Directed by: Tomm Moore and Ross Stewart

Premise: An animated film. Set in medieval Ireland, a town is besieged by a pack of wolves as it expands into the nearby forest. A girl (voice of Honor Kneafsey) discovers that the pack is led by a magical wolfwalker (voice of Eva Whittaker), a human girl who shifts into the body of a wolf at night.

What Works: Part of the appeal of fantasy films is the way they liberate our imagination from the confines of reality but also their ability to tap into storytelling traditions. Wolfwalkers does both. The movie is stylistically rooted in an older aesthetic. The filmmakers employ traditional hand drawn animation and the film takes on the look of a storybook. That stylistic approach suits this Irish folktale. But Wolfwalkers is also decidedly contemporary; an independent young girl with an urge for adventure journeys into the woods to kill wolves only to discover that the authorities of her town are the real threat. Instead of clashing, the traditional and contemporary elements of Wolfwalkers complement one another. The modern sensibilities adapt the folklore for a contemporary audience while the classic look satisfies the appeals of fantasy stories. Wolfwalkers is a tale of magical transformation and the animation captures the sense of wonder and transcendence that is so often at the center of fantasy. The look of the movie is key to its success and Wolfwalkers demonstrates how classic hand drawn animation is often a superior format for the fantasy genre because it frees the filmmakers and the audience from the limitations of realism. The figurative imagery of Wolfwalkers eases our suspension of disbelief and allows us to focus on the narrative and the characters. And the story of Wolfwalkers is remarkably affecting. It reaches a level of characterization and emotional resonance that many live action movies struggle to achieve. It’s also a mature story. The heroine’s journey and her realizations about herself and her society are more complicated than what’s offered by a lot of family films and Wolfwalkers ought to challenge its youngest viewers in ways that are rewarding. The film also has a remarkable score by Bruno Coulais as well as songs from recording artists Aurora and Kila that support the fantastical qualities of the story.
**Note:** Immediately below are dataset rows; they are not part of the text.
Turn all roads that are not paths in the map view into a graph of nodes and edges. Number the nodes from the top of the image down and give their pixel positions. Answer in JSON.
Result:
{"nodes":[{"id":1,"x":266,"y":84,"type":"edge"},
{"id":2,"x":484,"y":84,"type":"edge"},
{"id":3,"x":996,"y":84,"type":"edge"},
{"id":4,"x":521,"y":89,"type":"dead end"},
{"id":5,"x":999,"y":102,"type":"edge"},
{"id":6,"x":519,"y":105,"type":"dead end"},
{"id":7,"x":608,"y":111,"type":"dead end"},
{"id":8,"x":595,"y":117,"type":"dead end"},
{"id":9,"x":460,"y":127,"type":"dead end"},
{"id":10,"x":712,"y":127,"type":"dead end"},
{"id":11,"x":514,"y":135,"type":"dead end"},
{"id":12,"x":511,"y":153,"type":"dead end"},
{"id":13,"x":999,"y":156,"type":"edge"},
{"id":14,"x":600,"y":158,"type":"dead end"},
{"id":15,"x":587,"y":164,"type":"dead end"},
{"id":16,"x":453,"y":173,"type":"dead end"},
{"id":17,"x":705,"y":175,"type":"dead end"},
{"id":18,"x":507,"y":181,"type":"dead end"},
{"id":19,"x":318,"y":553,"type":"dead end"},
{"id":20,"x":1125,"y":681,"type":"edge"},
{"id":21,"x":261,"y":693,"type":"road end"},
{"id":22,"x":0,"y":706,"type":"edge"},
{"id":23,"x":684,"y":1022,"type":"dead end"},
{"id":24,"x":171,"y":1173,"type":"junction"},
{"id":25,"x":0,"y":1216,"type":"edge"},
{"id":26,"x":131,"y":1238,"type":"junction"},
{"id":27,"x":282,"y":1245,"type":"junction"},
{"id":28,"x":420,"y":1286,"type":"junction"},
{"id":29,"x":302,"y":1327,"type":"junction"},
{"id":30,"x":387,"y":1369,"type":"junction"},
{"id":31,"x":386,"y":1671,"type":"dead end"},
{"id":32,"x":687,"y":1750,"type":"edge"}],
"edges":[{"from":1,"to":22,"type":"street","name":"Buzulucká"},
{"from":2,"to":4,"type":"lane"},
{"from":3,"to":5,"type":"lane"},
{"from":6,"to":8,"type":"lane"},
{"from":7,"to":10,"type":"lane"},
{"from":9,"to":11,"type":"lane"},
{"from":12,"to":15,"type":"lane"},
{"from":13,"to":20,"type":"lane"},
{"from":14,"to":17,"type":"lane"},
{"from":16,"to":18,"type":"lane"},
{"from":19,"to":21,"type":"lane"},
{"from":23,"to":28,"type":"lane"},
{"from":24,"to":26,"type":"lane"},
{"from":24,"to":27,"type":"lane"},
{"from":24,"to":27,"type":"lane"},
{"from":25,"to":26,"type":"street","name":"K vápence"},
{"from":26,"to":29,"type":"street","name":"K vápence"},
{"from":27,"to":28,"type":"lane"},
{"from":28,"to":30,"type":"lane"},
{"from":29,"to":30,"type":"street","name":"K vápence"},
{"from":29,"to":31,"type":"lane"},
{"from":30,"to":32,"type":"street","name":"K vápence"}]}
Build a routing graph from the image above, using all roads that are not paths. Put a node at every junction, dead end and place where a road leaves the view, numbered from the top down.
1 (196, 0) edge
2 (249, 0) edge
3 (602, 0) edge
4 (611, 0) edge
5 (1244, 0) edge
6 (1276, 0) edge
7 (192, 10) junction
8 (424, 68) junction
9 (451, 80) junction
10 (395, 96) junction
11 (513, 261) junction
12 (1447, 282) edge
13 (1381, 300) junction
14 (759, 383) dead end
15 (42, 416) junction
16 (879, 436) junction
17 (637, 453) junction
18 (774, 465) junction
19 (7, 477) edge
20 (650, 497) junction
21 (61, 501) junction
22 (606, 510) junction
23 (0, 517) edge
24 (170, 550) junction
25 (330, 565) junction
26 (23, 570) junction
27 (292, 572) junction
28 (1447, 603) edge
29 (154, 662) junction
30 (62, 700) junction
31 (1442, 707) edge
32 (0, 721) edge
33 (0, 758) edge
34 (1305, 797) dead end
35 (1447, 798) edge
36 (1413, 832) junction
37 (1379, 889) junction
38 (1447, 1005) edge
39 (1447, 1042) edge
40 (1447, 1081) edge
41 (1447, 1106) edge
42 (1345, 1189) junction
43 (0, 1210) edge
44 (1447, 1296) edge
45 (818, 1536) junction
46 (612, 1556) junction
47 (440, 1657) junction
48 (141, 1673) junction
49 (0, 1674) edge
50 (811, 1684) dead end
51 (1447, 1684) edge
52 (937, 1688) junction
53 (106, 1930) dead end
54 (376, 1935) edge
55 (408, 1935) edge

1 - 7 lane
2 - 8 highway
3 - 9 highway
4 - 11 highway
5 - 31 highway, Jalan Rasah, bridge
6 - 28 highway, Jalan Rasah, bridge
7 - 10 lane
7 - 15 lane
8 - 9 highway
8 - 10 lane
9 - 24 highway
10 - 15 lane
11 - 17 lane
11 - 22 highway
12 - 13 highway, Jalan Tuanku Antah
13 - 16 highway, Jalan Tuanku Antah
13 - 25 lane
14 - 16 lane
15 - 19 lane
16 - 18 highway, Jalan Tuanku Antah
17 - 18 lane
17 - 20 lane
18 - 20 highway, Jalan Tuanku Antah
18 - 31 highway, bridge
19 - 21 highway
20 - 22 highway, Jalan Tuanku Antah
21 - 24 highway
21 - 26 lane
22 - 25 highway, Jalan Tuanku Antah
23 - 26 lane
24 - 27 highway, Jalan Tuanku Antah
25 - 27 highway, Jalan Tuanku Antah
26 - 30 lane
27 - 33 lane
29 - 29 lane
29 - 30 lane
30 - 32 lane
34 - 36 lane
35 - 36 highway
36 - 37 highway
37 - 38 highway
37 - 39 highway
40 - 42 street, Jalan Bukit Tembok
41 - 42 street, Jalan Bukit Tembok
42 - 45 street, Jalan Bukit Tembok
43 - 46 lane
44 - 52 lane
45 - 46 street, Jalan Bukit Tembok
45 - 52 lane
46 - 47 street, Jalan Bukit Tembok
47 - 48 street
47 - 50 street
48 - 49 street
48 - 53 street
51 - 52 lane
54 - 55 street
What Doesn’t: The style of Wolfwalkers makes it easy to dismiss. The animation genre is dominated by Pixar and DreamWorks Animation whose work possesses a very different style. Wolfwalkers’ hand drawn look might be disregarded as unfashionable. It’s a mistake to dismiss the film and its older aesthetic suits the story it’s telling.

Bottom Line: Wolfwalkers is an exceptional work of animated moviemaking. The picture’s mix of fanciful storytelling and complex characters ought to entertain both children and older viewers. Wolfwalkers is also a reminder of the breadth and possibility of the animation genre.